Task requirements: Word for word, print out all of the data, omitting every image.
..............................
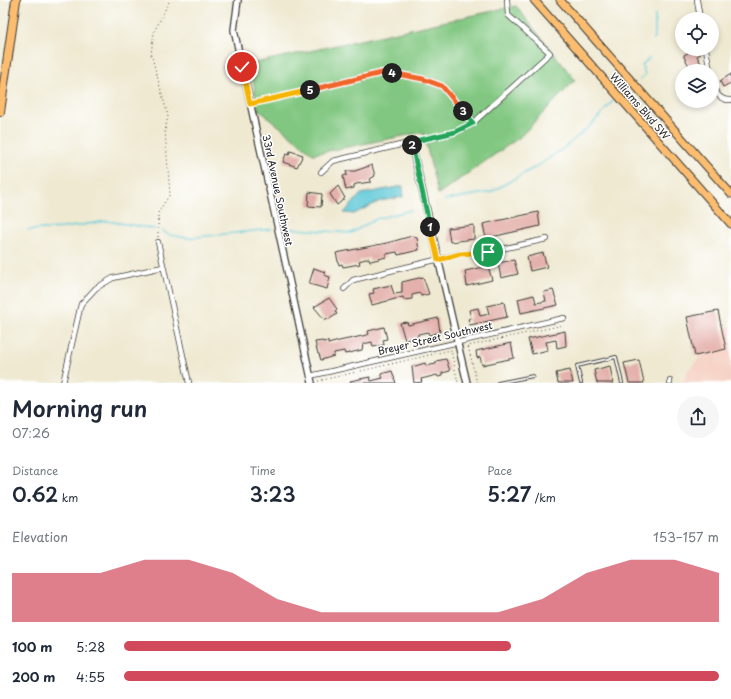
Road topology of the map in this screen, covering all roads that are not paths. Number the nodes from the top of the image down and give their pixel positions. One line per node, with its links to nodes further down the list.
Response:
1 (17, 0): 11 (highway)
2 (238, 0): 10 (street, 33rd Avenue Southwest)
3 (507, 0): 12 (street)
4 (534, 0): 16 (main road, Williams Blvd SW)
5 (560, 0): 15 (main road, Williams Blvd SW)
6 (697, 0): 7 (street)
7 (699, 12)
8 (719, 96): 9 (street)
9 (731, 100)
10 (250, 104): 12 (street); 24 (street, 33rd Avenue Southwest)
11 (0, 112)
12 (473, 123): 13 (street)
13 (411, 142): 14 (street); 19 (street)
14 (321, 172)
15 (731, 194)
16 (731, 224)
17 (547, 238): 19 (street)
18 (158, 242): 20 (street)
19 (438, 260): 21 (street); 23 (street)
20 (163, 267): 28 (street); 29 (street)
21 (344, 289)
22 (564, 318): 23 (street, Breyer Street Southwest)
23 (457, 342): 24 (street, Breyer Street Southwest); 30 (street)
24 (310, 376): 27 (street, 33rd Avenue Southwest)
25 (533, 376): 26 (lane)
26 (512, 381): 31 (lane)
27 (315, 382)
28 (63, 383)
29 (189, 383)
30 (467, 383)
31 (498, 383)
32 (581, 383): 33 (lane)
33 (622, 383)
..............................
Response to this exercise:
Road topology of the map in this screen, covering all roads that are not paths. Number the nodes from the top of the image down and give their pixel positions. One line per node, with its links to nodes further down the list.
Response:
1 (17, 0): 11 (highway)
2 (238, 0): 10 (street, 33rd Avenue Southwest)
3 (507, 0): 12 (street)
4 (534, 0): 16 (main road, Williams Blvd SW)
5 (560, 0): 15 (main road, Williams Blvd SW)
6 (697, 0): 7 (street)
7 (699, 12)
8 (719, 96): 9 (street)
9 (731, 100)
10 (250, 104): 12 (street); 24 (street, 33rd Avenue Southwest)
11 (0, 112)
12 (473, 123): 13 (street)
13 (411, 142): 14 (street); 19 (street)
14 (321, 172)
15 (731, 194)
16 (731, 224)
17 (547, 238): 19 (street)
18 (158, 242): 20 (street)
19 (438, 260): 21 (street); 23 (street)
20 (163, 267): 28 (street); 29 (street)
21 (344, 289)
22 (564, 318): 23 (street, Breyer Street Southwest)
23 (457, 342): 24 (street, Breyer Street Southwest); 30 (street)
24 (310, 376): 27 (street, 33rd Avenue Southwest)
25 (533, 376): 26 (lane)
26 (512, 381): 31 (lane)
27 (315, 382)
28 (63, 383)
29 (189, 383)
30 (467, 383)
31 (498, 383)
32 (581, 383): 33 (lane)
33 (622, 383)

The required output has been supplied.